| Try it |
If a line in the data below holds the word "highway", include it in the count. Give only the final number.

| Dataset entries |

>>>

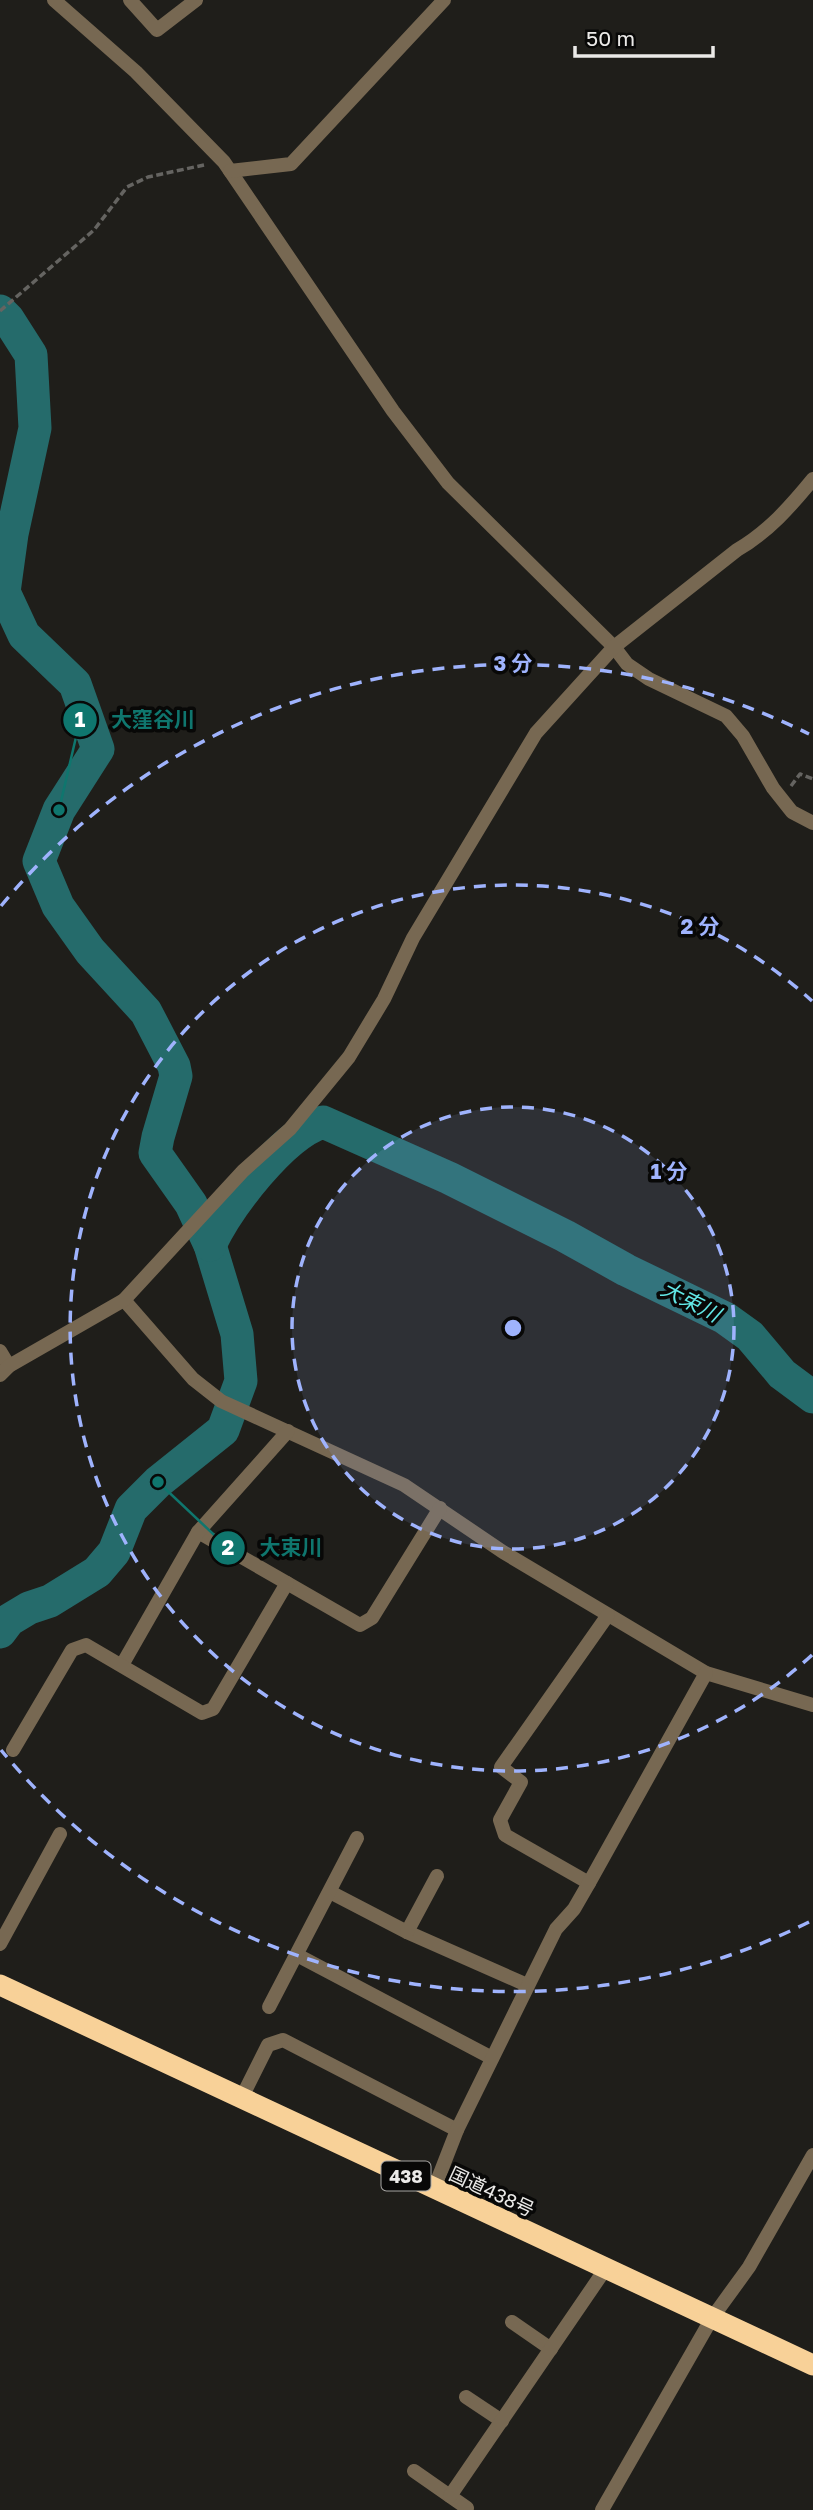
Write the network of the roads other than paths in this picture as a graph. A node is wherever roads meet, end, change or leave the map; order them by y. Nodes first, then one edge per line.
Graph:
1 (54, 0) edge
2 (130, 0) edge
3 (196, 0) edge
4 (444, 0) edge
5 (227, 167) junction
6 (813, 479) edge
7 (614, 647) junction
8 (813, 823) edge
9 (124, 1300) junction
10 (0, 1350) edge
11 (5, 1371) edge
12 (288, 1431) junction
13 (440, 1508) junction
14 (198, 1532) junction
15 (287, 1583) junction
16 (608, 1615) junction
17 (122, 1665) junction
18 (706, 1673) junction
19 (813, 1705) edge
20 (13, 1749) dead end
21 (60, 1834) dead end
22 (357, 1838) dead end
23 (437, 1877) dead end
24 (589, 1883) junction
25 (330, 1892) junction
26 (407, 1932) junction
27 (0, 1944) edge
28 (297, 1955) junction
29 (527, 1985) junction
30 (0, 1986) edge
31 (269, 2007) dead end
32 (492, 2058) junction
33 (241, 2099) junction
34 (457, 2130) junction
35 (813, 2155) edge
36 (434, 2189) junction
37 (606, 2268) junction
38 (712, 2318) junction
39 (512, 2322) dead end
40 (551, 2349) junction
41 (813, 2365) edge
42 (466, 2397) dead end
43 (502, 2421) junction
44 (414, 2472) dead end
45 (450, 2496) junction
46 (467, 2508) dead end
47 (602, 2510) edge

1 - 5 street
2 - 3 street
4 - 5 street
5 - 7 street
6 - 7 street
7 - 8 street
7 - 9 street
9 - 11 street
9 - 12 street
10 - 11 street
12 - 13 street
12 - 14 street
13 - 15 street
13 - 16 street
14 - 15 street
14 - 17 street
15 - 17 street
16 - 18 street
16 - 24 street
17 - 20 street
18 - 19 street
18 - 24 street
21 - 27 street
22 - 25 street
23 - 26 street
24 - 29 street
25 - 26 street
25 - 28 street
26 - 29 street
28 - 31 street
28 - 32 street
29 - 32 street
30 - 33 highway, 国道438号 / 438
32 - 34 street
33 - 34 street
33 - 36 highway, 国道438号 / 438
34 - 36 street
35 - 38 street
36 - 37 highway, 国道438号 / 438
37 - 38 highway, 国道438号 / 438
37 - 40 street
38 - 41 highway, 国道438号 / 438
38 - 47 street
39 - 40 street
40 - 43 street
42 - 43 street
43 - 45 street
44 - 45 street
45 - 46 street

<<<

| Solution to the problem |
5